Furthermore, there is also the possibility that agricultural AI robots will change our interaction and views on food, nutrition, and produce.Footnote 9 The widescale incorporation of robots on the farm might drive the view that our food is a product of our ingenuity, science, and abilities, with much less care for the ecological landscapes that allow us to survive in the first place. There is the potential that agricultural robots will change our relationship to food and farming landscapes because robots may change our well-being derived from food and farming landscapes, which what was once seen as ‘nature’ becomes infiltrated with ‘unnatural’ robots and machines.

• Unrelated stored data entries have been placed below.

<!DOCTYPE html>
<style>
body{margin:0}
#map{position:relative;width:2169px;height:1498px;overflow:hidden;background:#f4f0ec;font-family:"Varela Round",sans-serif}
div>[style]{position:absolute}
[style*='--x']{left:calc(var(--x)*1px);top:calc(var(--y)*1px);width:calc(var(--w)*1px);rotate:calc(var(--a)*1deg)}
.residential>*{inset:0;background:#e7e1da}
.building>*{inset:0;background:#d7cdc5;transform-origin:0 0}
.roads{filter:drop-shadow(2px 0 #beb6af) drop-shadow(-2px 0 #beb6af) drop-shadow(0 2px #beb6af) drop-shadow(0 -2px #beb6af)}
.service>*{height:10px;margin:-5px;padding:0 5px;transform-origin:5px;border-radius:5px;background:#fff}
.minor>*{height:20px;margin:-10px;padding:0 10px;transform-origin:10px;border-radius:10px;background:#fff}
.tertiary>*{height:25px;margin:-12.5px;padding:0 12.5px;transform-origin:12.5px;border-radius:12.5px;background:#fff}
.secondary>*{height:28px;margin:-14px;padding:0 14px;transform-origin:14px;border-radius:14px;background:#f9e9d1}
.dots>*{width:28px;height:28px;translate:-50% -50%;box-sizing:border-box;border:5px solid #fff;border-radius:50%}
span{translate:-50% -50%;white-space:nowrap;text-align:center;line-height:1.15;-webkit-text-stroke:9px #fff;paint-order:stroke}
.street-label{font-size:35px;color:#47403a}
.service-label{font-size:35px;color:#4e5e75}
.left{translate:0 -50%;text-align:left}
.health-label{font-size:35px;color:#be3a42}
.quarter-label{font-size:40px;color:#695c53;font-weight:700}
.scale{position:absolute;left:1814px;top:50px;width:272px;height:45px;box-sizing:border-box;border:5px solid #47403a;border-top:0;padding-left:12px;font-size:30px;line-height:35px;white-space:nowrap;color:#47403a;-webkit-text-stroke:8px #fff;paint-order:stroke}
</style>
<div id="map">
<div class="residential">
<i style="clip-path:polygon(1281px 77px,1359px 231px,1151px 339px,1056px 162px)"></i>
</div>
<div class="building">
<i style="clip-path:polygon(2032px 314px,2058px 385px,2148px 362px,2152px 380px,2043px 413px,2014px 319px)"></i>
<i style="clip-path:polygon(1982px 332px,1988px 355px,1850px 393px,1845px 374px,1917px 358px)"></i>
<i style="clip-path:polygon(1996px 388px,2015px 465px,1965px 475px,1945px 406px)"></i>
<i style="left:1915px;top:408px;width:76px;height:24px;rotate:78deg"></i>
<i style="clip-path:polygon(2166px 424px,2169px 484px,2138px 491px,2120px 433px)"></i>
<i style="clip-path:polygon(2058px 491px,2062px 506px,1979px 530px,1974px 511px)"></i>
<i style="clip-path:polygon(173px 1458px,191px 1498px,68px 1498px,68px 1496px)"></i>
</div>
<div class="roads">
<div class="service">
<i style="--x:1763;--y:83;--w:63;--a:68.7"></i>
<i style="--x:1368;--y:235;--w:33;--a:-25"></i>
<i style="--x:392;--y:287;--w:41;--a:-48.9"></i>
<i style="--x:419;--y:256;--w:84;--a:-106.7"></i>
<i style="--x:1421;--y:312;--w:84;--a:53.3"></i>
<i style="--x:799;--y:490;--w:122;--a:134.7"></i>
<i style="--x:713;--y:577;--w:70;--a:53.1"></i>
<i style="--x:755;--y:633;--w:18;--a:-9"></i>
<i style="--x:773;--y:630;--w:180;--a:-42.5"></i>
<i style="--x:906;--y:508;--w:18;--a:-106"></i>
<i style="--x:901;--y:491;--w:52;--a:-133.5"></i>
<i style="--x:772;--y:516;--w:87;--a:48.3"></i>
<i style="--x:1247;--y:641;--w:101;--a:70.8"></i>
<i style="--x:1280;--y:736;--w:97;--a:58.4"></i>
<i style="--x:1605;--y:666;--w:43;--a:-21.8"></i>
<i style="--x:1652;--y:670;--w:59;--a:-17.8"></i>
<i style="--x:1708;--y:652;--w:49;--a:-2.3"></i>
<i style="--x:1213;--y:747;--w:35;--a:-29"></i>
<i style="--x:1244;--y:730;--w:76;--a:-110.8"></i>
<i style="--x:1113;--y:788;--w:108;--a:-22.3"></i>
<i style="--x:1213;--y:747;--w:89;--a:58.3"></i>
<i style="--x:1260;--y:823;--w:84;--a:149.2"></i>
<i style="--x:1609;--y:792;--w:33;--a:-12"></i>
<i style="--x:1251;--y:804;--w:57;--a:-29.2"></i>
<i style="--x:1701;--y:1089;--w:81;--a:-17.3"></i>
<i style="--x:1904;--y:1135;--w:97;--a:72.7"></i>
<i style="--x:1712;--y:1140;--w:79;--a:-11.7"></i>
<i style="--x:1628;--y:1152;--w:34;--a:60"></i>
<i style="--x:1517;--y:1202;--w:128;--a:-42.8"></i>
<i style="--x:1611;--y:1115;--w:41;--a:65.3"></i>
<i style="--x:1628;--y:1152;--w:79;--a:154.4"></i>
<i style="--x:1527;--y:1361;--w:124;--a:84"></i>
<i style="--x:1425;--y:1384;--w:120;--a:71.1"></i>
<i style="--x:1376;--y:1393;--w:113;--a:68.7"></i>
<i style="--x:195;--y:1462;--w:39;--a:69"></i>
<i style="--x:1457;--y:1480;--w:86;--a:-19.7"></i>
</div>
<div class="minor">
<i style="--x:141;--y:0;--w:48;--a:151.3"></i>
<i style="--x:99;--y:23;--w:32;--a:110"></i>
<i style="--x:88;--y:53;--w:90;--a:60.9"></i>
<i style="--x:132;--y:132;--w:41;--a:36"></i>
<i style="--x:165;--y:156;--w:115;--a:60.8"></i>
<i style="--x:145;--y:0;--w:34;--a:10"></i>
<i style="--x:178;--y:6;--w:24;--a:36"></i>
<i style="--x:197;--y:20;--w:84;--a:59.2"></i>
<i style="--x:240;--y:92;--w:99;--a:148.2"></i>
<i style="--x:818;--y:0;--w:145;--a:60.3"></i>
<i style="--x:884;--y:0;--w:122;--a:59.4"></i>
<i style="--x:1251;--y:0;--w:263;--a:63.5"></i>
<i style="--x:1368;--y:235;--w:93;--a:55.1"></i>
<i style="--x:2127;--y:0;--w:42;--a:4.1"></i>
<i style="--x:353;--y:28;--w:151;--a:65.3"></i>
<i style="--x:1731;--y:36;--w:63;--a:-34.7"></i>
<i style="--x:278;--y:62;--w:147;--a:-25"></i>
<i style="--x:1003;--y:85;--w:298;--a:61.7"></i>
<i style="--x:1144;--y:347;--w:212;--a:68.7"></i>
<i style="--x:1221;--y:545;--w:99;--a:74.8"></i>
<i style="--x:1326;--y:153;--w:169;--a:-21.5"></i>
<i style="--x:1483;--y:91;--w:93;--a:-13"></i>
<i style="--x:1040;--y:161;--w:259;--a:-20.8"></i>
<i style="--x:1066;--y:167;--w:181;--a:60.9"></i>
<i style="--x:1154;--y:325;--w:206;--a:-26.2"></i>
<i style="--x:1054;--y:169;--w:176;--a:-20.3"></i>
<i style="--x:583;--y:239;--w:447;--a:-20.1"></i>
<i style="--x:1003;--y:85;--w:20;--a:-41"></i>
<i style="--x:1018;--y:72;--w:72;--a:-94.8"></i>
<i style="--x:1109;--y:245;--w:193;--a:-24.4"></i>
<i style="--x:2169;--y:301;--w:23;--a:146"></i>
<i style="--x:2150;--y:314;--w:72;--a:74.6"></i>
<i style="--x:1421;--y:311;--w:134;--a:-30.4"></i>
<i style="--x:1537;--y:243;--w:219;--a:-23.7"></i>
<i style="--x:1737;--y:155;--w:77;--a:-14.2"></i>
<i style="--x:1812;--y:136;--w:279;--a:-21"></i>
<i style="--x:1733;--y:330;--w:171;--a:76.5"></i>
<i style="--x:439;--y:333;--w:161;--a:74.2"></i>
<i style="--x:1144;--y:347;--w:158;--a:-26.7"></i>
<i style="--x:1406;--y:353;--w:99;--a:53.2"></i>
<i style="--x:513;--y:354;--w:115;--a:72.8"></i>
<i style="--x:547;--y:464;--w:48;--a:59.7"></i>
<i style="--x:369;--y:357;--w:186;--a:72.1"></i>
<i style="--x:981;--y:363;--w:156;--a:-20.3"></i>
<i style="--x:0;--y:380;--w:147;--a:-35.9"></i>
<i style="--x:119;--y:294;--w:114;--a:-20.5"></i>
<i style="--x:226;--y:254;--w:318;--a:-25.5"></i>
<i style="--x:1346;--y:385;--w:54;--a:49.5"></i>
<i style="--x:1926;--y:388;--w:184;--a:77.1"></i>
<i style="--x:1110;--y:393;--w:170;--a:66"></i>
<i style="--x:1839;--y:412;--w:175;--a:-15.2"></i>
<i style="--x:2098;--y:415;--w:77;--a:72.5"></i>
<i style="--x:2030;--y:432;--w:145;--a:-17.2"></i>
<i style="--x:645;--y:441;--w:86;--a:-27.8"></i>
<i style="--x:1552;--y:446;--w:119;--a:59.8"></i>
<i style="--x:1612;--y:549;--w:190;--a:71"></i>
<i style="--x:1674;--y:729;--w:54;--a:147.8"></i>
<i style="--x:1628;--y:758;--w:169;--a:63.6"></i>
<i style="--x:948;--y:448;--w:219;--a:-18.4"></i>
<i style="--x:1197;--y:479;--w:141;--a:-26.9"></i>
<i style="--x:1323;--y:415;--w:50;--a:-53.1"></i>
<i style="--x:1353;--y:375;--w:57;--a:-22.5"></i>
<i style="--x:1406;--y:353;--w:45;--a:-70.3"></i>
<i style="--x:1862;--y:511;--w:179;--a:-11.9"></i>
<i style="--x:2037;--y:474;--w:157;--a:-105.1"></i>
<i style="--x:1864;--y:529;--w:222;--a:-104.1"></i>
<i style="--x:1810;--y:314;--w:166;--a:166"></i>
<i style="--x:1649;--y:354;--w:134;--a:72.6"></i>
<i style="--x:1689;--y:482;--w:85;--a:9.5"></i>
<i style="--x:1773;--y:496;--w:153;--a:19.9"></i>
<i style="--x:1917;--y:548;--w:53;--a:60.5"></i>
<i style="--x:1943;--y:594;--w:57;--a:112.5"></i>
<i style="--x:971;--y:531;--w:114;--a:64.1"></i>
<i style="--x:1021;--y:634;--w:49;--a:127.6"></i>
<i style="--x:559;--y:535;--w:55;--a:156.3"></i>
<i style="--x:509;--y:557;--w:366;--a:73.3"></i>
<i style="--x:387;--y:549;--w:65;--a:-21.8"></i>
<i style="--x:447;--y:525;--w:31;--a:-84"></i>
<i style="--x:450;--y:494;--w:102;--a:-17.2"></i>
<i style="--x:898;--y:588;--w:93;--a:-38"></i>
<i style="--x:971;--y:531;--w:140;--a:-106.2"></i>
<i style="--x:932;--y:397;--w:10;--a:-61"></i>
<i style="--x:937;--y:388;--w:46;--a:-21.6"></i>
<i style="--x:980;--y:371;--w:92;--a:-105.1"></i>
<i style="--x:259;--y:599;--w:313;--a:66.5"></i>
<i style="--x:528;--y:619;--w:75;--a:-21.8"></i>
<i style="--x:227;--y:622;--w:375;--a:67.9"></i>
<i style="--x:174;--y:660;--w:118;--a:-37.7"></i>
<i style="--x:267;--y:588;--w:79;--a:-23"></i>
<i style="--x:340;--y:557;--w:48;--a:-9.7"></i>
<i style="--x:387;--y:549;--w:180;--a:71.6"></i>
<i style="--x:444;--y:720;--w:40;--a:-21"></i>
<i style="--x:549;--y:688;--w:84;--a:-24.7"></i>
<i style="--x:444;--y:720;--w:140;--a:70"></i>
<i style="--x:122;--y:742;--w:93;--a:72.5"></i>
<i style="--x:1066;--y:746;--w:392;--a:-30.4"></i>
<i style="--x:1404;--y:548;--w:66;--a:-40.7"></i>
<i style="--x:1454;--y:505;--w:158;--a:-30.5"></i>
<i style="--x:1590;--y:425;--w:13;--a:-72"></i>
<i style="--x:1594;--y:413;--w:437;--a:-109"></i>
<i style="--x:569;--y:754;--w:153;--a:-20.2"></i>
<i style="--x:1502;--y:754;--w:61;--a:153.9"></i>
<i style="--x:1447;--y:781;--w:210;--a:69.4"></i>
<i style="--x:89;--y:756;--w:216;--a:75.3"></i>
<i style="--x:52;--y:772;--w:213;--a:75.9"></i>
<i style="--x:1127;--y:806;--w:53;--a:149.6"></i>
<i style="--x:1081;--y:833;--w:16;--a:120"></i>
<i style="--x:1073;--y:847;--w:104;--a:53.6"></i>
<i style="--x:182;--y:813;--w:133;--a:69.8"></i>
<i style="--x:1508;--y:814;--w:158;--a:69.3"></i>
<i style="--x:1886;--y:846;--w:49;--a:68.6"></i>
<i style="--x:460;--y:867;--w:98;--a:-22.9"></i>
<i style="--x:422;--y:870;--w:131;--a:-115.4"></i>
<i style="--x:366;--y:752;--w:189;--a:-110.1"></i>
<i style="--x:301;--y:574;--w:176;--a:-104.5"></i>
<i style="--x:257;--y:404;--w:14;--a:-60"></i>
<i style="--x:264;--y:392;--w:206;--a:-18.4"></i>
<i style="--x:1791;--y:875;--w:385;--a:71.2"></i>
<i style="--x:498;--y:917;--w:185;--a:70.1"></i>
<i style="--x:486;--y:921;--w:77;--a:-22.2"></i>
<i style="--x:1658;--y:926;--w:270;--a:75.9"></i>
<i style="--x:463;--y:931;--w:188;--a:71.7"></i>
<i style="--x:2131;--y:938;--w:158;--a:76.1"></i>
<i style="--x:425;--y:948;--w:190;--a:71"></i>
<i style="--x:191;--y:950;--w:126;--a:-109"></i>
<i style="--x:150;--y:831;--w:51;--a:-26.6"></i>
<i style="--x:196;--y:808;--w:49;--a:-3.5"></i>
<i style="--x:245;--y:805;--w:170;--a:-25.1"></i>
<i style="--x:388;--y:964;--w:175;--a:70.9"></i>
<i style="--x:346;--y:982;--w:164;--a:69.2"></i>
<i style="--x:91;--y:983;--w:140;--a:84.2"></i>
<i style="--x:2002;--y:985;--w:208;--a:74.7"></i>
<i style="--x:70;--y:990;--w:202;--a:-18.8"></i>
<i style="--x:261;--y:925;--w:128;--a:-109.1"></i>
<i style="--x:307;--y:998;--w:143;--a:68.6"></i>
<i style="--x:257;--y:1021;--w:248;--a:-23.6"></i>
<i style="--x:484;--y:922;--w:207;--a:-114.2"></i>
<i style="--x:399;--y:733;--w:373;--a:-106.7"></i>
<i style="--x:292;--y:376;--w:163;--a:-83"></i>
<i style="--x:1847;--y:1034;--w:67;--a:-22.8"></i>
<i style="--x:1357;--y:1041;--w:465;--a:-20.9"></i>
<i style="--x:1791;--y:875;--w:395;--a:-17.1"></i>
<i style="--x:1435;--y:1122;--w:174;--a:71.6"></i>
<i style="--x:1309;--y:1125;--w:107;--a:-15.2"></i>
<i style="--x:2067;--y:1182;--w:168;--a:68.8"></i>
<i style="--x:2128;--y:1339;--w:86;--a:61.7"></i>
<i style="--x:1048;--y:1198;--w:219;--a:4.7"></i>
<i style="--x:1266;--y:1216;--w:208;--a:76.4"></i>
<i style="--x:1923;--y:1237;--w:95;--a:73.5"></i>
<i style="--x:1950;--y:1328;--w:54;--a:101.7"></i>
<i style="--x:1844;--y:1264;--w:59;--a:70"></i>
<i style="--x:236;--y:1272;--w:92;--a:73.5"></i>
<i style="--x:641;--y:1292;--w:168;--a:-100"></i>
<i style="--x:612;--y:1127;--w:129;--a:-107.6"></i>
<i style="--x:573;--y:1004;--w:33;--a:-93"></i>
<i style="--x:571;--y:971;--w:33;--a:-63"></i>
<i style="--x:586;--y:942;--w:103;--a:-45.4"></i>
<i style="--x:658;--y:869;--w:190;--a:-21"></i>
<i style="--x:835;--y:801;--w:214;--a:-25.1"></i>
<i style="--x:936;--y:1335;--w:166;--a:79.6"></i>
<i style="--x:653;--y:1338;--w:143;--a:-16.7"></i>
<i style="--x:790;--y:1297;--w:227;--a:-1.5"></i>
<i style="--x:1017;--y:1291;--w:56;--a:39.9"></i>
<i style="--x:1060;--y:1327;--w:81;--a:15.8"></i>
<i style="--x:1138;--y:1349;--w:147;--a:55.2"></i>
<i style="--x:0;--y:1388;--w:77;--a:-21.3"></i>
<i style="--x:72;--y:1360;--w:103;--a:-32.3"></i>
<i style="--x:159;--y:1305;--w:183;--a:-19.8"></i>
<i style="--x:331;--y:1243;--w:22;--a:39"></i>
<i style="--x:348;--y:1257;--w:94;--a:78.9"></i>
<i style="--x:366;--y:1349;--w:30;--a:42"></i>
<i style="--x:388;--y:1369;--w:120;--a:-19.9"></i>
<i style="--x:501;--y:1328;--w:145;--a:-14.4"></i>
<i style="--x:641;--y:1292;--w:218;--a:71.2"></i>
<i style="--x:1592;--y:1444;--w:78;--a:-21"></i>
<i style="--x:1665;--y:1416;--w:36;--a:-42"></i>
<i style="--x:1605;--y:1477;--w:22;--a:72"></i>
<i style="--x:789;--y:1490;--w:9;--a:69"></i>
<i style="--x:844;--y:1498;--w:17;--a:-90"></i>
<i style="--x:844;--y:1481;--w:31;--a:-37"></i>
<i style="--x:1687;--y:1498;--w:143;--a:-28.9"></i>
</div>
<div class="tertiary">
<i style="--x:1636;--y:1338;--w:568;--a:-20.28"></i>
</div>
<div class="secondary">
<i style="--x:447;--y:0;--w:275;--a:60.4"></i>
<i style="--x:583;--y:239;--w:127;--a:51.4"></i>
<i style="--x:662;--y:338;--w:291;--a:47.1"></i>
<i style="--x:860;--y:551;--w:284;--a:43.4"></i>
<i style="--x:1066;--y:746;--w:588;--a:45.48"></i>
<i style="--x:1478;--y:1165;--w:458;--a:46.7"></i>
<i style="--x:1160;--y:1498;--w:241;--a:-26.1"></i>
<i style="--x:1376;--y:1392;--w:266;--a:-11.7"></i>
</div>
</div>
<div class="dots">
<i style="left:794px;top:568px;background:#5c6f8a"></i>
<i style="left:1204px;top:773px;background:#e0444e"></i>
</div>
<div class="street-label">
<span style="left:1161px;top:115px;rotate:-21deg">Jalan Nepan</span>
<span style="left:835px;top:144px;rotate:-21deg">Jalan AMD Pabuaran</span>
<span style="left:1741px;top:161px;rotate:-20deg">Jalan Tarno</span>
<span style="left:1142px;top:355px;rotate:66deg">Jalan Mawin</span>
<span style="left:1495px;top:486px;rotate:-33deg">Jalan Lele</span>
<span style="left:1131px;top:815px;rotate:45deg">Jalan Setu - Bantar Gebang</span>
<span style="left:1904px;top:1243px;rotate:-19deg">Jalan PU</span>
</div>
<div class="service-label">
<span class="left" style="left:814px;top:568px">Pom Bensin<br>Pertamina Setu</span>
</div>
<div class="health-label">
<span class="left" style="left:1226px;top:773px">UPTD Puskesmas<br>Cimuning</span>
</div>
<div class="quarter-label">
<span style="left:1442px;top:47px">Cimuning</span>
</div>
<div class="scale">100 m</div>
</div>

In closing this argumentation, we want to suggest that next to impacts on the environment and animals, ethics of AI robots for agri-food should also be concerned with the theme of employment. The ethical concerns around employment are one of the most immediate issues that will be faced by agricultural AI robots in the coming years. There may be a tension between where AI robots may be most beneficial, in terms of greater output and productivity, and where they may be most needed to accommodate a declining labor force. While there is a greater labor elasticity in many poorer countries to incorporate autonomation and AI robots, there is not necessarily the same issue of labor shortages or people not wanting to work in the agricultural sector. Whereas there is a much smaller labor elasticity in wealthier farming countries, these are typically the places where there is a dramatic decline in individuals taking up professions in the agri-food sector. Questions that should be addressed by ethics for robotics in agri-food should include what constitutes equitable and just transfer of agri-food AI robots within developing countries and how it should be realized. Providing affordable and inclusive education and development in these countries should be considered, which would allow the population to upskill and improve the industry and their country’s economic growth, while transferring jobs to these highly skilled and much sought-after employment opportunities for the community. Dialog could provide more insight into the concerns and fears of farmers surrounding agricultural AI robots to foster responsible and innovative implementation of these technologies on the farm. The question should be answered how respectful and integrative exchanges can be realized, which will be about benefits from agricultural AI robots, while identifying and reducing many of the harmful and unwanted consequences of their use. Overall, ethics of AI robots for agri-food should address many questions concerning the good society, which produces food in a sustainable manner, and whether and how robots can contribute to it. (Table 2).

These issues have no straightforward solution and merit further research. The purpose of this paper was to provide an overview over current themes discussed in the ethics of AI robots’ literature and identify whether and how these questions are relevant for the development of AI robots for agri-food. We have identified gaps in the debate and formulated questions that allow to progress from here in future research.